#### [Task to carry out]
Scan the entries for the word "Duraznos". Every line that has it should be copied.

+===+

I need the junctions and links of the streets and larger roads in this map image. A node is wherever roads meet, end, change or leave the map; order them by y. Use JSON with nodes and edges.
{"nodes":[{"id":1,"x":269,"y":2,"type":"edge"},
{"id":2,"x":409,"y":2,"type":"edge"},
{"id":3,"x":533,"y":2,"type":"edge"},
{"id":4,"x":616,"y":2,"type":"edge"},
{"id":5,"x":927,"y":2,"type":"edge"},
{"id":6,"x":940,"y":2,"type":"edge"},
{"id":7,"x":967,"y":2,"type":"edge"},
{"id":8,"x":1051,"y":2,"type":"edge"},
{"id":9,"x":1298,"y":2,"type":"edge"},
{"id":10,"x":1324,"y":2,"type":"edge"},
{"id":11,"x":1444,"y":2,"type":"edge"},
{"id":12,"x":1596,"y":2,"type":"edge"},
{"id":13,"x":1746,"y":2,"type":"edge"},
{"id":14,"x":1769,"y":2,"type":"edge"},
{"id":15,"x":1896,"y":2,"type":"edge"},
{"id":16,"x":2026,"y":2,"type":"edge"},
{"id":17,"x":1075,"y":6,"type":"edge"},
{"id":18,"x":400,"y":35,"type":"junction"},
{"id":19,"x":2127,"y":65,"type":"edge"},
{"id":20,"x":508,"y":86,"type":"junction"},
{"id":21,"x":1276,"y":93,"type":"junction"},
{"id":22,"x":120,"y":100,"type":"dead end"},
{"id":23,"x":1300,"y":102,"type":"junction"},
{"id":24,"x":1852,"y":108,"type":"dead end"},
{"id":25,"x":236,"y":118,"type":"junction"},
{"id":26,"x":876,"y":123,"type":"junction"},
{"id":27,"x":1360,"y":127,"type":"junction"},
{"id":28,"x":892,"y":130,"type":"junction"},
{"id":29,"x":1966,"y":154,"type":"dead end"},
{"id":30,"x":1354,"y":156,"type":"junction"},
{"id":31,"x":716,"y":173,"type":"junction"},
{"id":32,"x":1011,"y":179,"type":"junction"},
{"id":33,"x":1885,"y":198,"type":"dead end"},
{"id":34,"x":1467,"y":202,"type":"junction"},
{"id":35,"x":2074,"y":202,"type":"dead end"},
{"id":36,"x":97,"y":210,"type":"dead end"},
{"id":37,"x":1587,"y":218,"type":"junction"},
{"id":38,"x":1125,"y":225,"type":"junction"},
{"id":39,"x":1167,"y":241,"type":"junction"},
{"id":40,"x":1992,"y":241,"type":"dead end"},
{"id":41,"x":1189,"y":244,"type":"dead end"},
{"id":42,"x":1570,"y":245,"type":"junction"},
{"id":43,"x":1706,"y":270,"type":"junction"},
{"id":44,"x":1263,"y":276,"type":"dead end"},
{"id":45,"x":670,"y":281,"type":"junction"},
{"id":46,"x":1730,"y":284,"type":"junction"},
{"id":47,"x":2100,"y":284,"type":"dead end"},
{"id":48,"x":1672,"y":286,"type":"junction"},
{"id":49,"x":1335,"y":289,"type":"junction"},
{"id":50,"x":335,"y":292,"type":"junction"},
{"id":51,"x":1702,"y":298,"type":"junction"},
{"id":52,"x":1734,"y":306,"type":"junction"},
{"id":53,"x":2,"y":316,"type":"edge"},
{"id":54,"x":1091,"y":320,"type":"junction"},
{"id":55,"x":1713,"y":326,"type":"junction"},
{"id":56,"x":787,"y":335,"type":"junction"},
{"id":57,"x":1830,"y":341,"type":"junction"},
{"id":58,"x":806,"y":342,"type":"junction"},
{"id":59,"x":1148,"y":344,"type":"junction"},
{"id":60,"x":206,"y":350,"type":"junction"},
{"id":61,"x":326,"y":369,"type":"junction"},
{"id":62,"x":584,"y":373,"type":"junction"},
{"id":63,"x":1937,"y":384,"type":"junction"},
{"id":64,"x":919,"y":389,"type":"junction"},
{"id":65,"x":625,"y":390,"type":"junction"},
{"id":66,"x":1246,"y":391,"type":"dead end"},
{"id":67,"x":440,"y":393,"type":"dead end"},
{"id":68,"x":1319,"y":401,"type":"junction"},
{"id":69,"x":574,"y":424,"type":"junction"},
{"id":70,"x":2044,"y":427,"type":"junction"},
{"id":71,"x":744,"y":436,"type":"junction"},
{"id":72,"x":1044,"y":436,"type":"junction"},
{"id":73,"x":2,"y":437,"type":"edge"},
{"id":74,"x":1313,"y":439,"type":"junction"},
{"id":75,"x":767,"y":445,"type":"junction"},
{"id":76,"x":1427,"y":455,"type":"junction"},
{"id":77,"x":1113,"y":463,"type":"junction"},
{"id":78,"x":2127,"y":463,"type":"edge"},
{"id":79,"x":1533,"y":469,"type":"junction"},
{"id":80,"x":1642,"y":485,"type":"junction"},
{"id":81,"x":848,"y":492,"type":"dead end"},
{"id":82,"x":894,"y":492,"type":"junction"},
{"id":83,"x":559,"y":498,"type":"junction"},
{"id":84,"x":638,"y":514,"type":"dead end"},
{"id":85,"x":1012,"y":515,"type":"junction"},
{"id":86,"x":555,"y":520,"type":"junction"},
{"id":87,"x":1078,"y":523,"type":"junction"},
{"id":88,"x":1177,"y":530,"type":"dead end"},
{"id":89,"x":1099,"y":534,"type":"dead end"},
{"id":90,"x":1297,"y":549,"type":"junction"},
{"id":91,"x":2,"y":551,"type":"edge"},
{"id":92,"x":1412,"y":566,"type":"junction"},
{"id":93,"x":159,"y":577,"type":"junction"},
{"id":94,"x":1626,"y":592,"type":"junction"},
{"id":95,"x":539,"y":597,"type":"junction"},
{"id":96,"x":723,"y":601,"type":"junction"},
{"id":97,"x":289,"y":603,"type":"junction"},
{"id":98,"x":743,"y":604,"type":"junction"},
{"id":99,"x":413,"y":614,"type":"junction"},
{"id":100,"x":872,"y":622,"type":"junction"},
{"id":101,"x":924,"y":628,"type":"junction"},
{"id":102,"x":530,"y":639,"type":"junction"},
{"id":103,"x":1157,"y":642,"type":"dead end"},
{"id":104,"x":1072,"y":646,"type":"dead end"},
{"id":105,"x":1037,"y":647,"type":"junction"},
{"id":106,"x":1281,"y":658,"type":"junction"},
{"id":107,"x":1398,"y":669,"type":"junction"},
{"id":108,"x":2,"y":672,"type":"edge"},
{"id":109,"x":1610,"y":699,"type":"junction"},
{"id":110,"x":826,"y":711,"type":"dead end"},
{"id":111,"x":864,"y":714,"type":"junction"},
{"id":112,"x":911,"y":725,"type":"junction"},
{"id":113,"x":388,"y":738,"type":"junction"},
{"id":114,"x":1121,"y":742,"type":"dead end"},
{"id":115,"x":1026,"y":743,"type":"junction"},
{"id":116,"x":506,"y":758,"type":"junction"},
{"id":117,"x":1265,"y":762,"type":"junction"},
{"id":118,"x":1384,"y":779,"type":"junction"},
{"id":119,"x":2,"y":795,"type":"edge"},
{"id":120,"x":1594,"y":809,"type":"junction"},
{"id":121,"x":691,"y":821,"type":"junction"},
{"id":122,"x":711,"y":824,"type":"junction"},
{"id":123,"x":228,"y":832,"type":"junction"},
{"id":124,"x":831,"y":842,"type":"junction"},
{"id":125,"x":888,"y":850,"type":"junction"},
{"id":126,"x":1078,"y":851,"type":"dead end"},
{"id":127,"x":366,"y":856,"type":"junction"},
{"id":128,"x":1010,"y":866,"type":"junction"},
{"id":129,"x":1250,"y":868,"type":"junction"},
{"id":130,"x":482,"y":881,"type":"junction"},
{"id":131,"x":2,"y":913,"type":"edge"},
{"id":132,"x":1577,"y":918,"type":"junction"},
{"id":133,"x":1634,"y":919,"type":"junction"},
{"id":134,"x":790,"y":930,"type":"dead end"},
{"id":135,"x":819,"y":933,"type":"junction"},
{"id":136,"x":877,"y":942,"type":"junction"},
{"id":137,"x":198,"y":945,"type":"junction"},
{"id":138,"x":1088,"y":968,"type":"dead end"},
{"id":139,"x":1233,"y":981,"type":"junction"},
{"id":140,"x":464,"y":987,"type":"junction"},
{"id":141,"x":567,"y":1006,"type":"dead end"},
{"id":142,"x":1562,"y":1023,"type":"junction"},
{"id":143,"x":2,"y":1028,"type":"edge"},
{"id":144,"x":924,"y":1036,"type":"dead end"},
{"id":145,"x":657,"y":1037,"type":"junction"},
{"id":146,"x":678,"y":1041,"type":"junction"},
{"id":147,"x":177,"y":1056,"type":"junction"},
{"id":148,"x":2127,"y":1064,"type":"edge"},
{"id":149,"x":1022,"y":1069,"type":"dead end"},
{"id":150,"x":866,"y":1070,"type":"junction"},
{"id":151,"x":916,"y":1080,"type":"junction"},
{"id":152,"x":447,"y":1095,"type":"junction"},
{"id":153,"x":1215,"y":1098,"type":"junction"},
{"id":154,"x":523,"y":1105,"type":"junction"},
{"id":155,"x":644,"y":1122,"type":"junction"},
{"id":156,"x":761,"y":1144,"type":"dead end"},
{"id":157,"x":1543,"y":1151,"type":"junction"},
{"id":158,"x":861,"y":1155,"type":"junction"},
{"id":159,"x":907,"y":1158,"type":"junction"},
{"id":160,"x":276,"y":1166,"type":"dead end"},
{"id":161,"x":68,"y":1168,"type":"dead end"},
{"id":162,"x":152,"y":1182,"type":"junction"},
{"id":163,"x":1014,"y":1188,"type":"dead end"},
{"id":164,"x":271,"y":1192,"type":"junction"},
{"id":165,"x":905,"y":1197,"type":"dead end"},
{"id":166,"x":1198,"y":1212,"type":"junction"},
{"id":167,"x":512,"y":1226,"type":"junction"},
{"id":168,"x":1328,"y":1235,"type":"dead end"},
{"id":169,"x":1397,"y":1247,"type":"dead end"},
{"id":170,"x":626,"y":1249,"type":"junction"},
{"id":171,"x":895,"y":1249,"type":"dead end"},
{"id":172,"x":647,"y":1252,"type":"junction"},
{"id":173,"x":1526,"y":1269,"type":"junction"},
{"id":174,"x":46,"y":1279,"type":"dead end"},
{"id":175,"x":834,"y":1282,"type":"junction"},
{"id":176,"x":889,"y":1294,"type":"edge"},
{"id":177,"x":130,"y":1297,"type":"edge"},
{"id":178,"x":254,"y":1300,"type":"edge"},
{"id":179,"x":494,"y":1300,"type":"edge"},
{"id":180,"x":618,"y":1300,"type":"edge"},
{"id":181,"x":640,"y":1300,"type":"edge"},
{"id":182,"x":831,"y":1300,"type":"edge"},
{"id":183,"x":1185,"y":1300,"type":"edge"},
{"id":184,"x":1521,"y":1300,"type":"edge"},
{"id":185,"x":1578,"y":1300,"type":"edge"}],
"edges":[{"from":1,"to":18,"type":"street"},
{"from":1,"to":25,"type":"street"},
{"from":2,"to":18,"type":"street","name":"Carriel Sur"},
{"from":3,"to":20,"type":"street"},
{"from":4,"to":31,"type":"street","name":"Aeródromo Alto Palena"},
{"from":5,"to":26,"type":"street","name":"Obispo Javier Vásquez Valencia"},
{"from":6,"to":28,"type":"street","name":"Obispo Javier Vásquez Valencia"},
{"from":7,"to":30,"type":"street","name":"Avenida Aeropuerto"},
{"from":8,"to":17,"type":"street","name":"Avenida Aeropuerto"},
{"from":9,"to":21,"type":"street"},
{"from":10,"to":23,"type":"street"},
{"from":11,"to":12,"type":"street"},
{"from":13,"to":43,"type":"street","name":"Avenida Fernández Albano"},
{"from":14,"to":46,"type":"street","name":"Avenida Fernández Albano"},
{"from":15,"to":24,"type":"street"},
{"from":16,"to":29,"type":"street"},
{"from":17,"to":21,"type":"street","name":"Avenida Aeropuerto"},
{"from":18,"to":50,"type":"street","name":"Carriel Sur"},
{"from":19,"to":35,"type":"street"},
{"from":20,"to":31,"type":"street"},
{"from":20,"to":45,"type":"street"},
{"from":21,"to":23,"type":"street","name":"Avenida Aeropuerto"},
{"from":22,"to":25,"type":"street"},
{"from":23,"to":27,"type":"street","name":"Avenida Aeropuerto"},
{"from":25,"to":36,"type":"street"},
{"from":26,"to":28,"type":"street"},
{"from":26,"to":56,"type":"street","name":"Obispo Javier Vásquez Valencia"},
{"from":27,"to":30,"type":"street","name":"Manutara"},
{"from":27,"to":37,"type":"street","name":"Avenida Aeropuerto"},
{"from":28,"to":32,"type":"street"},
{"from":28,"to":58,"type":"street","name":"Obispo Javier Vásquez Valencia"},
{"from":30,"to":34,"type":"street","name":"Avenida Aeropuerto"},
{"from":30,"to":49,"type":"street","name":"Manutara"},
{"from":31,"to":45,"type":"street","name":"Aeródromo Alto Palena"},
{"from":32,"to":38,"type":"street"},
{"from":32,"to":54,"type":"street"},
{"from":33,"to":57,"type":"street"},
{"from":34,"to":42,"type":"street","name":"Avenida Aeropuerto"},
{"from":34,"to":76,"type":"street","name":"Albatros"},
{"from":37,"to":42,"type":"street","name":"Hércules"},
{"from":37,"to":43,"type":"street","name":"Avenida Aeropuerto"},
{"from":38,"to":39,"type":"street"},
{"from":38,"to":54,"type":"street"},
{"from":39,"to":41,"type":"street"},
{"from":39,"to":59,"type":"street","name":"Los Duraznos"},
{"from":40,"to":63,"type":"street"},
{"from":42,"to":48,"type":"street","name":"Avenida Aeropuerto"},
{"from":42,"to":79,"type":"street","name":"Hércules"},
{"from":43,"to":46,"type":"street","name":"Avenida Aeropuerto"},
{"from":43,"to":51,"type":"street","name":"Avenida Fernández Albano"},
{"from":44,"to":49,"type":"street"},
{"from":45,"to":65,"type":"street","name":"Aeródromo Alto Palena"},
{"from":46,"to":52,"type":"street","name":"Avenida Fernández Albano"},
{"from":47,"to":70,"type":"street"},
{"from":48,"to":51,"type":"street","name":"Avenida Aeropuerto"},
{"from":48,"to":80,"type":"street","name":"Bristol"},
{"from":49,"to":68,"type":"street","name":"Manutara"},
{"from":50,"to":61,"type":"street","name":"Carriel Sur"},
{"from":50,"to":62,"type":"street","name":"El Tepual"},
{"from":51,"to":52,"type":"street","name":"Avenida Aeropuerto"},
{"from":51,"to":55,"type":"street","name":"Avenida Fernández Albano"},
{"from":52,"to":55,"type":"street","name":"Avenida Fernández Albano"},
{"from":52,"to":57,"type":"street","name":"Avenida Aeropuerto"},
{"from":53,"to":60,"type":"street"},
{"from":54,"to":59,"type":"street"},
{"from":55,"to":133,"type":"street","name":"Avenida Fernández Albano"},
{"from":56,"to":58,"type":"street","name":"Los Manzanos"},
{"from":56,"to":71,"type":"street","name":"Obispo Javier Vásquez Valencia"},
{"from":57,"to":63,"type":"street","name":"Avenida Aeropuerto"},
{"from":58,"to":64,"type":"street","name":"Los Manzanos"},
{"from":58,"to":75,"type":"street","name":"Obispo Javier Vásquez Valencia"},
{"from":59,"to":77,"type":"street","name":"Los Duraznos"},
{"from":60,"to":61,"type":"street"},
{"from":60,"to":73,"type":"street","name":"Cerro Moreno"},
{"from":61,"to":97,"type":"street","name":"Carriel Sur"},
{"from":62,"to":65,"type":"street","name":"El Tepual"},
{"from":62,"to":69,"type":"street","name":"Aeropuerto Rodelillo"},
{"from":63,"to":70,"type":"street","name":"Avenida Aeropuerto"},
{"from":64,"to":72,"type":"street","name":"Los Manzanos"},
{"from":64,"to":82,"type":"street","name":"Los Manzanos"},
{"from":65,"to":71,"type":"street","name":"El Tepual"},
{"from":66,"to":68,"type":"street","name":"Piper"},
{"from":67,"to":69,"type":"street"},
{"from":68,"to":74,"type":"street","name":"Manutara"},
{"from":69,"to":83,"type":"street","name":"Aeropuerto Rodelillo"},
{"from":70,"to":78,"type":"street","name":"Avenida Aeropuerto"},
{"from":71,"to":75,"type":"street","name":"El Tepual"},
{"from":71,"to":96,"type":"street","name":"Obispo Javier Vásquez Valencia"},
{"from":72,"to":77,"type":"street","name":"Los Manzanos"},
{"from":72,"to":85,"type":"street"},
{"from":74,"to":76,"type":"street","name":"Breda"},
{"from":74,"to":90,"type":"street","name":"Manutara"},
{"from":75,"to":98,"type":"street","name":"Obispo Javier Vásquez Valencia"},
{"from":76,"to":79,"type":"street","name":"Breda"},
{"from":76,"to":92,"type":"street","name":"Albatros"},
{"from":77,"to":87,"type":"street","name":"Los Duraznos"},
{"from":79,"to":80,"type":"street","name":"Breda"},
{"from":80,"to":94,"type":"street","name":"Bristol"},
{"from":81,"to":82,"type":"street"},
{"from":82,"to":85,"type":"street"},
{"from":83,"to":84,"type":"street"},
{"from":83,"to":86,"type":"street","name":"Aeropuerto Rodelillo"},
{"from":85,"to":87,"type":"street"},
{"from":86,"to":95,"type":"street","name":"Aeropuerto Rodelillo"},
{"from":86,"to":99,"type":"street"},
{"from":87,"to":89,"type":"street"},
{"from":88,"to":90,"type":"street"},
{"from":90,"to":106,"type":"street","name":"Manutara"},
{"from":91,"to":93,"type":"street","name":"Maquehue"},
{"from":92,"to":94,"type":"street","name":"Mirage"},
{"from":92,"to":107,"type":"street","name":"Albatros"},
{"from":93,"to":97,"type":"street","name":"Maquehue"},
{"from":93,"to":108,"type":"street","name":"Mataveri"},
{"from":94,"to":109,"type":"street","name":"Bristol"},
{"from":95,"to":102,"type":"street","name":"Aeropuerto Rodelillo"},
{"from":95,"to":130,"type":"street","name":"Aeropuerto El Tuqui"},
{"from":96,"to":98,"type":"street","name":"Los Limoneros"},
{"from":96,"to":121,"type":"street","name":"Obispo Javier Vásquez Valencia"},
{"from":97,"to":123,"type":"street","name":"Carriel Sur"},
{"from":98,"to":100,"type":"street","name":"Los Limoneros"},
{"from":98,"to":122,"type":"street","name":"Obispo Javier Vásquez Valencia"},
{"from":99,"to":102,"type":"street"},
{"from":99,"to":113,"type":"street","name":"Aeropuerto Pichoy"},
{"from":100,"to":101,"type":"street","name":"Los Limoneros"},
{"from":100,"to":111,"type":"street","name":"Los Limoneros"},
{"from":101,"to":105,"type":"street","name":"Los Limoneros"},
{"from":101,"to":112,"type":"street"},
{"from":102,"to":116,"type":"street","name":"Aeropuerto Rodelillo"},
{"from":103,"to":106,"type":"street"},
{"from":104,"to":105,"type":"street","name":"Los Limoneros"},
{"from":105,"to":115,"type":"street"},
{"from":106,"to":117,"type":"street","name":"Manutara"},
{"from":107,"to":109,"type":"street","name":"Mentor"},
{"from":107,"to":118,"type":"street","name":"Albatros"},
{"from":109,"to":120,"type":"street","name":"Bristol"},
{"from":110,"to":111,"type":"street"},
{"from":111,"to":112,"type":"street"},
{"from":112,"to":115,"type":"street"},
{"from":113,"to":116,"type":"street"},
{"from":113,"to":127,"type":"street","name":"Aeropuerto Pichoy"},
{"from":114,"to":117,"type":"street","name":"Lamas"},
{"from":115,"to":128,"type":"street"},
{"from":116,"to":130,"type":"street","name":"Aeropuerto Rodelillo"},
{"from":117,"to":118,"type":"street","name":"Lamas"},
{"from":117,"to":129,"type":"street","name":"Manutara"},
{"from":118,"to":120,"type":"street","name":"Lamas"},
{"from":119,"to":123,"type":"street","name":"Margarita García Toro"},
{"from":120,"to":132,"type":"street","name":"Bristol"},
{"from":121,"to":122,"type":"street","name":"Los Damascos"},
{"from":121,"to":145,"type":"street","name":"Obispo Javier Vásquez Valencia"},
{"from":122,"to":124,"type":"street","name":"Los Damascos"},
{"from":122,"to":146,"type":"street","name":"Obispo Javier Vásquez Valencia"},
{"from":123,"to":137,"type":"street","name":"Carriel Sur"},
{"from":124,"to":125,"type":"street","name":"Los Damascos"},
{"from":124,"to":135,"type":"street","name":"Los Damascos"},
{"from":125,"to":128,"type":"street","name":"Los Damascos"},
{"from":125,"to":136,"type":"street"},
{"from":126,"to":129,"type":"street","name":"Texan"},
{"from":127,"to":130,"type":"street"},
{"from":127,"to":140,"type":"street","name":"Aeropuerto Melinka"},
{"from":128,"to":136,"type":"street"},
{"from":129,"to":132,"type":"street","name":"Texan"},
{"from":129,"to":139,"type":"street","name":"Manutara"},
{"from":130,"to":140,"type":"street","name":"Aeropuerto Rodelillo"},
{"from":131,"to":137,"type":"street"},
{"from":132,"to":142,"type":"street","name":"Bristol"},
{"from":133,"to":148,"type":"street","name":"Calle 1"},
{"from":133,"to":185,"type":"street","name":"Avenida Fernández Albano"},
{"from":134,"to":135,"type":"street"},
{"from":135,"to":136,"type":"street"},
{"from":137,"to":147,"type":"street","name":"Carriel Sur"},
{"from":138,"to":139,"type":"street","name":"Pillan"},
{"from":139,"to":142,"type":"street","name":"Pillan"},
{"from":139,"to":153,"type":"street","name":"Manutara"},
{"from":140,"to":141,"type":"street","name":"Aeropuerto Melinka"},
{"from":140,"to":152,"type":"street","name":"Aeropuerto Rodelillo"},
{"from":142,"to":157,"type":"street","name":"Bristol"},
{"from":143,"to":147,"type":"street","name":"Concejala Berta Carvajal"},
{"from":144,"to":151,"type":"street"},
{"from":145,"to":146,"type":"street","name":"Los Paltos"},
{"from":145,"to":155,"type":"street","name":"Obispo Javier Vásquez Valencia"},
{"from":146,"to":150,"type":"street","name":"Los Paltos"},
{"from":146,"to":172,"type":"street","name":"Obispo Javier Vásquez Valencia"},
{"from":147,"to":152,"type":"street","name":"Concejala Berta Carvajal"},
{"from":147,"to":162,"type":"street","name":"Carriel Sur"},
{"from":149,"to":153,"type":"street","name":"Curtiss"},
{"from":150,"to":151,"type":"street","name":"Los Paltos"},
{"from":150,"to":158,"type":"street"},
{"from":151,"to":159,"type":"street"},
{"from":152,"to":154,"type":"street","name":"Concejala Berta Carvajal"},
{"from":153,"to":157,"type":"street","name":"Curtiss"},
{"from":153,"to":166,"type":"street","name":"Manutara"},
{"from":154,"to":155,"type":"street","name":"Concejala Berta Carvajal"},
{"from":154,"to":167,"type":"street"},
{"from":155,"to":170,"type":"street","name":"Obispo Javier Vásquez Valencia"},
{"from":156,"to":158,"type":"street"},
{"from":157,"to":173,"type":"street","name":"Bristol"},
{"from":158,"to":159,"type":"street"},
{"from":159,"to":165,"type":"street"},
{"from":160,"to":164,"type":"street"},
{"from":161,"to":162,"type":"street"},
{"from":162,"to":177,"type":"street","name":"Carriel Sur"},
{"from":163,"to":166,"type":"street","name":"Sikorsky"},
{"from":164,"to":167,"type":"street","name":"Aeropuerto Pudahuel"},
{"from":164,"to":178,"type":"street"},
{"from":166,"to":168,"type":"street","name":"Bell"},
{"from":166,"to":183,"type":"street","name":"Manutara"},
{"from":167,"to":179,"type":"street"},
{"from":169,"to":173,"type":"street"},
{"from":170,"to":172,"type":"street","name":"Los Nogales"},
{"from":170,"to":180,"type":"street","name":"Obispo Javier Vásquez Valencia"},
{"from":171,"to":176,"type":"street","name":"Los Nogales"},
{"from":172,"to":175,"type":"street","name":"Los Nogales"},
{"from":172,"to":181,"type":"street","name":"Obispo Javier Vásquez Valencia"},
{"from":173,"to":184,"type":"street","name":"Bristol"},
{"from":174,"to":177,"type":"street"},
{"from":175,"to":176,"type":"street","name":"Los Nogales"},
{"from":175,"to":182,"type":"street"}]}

+===+

#### [Answer section]
{"from":39,"to":59,"type":"street","name":"Los Duraznos"},
{"from":59,"to":77,"type":"street","name":"Los Duraznos"},
{"from":77,"to":87,"type":"street","name":"Los Duraznos"},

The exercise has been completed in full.